Italy's records 78 new coronavirus deaths, 397 new cases
Italy on Tuesday reported 78 more fatalities from the novel coronavirus, bringing the death toll to 32,955, as the Italian Red Cross started to conduct voluntary blood tests to search for antibodies to the virus. The low increase in deaths registered on Tuesday confirms the slowing trend in the virus outbreak, showing that the peak of the crisis has been left behind.
Deaths from the COVID-19 epidemic in Italy climbed by 78 on Tuesday, against 92 the day before, the Civil Protection Agency said, while the daily tally of new cases increased to 397 from 300 on Monday.
The total death toll since the outbreak came to light on Feb. 21 now stands at 32,955 the agency said, the third-highest in the world after those of the United States and Britain.
The number of confirmed cases amounts to 230,555, the sixth-highest global tally behind those of the United States, Brazil, Russia, Spain and Britain.
People registered as currently carrying the illness fell to 52,942 from 55,300 the day before, the agency said.
There were 521 people in intensive care on Tuesday, down from 541 on Monday, maintaining a long-running decline. Of those originally infected, 144,658 were declared recovered against 141,981 a day earlier.
The agency said 2.253 million people had been tested for the virus against 2.219 million on Monday, out of a population of around 60 million.
The northern Lombardy region remains the epicenter of the pandemic, with victims rising to 15,896, almost half of the total.
The Italian Red Cross on Monday started contacting people to carry out 150,000 blood tests for antibodies to the new coronavirus, in a bid to learn about people who may have recovered from the virus without ever realizing they had it.

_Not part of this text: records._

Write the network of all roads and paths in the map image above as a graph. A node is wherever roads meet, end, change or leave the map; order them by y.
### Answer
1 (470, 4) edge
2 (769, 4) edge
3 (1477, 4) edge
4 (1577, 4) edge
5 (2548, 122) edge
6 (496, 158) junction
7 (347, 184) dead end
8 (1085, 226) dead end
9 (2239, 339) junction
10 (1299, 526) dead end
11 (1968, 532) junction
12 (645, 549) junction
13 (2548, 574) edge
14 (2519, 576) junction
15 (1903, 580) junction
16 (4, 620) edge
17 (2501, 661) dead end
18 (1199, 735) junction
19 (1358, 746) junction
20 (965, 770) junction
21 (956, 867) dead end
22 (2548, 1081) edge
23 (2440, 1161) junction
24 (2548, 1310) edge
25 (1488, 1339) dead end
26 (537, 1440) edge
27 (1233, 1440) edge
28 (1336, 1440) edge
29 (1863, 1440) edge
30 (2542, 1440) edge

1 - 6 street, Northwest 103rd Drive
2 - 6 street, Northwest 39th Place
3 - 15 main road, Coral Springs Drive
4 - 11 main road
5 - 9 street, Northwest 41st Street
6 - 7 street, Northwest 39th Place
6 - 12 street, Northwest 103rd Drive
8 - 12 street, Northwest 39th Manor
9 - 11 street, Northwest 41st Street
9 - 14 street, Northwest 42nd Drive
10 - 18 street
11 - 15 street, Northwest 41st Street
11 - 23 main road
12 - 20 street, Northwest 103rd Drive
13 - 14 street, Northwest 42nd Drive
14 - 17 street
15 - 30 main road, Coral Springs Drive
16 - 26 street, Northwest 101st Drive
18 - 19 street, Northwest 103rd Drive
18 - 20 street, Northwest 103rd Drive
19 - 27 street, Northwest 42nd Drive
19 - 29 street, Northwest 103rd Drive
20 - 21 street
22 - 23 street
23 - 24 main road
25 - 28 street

Participation in the test is not obligatory, but-given the country's epidemiological situation-is needed, experts said.
People selected will be contacted by phone by Red Cross regional centers to arrange an appointment for a blood test to be taken at a local lab. The test can also be done at home if the person is fragile or vulnerable.
If the test is positive, the person will be quarantined at home and contacted by the regional health service to undergo a swab test and verify whether they are contagious.
The Red Cross, however, said on Tuesday that out of 7,300 calls, only 25% of the people contacted agreed to take the test, while over 60% asked to be contacted later, and 15% said they were still evaluating the option.
Health Minister Roberto Speranza issued a call for Italians to voluntarily take the test, stressing its importance in the fight against the virus.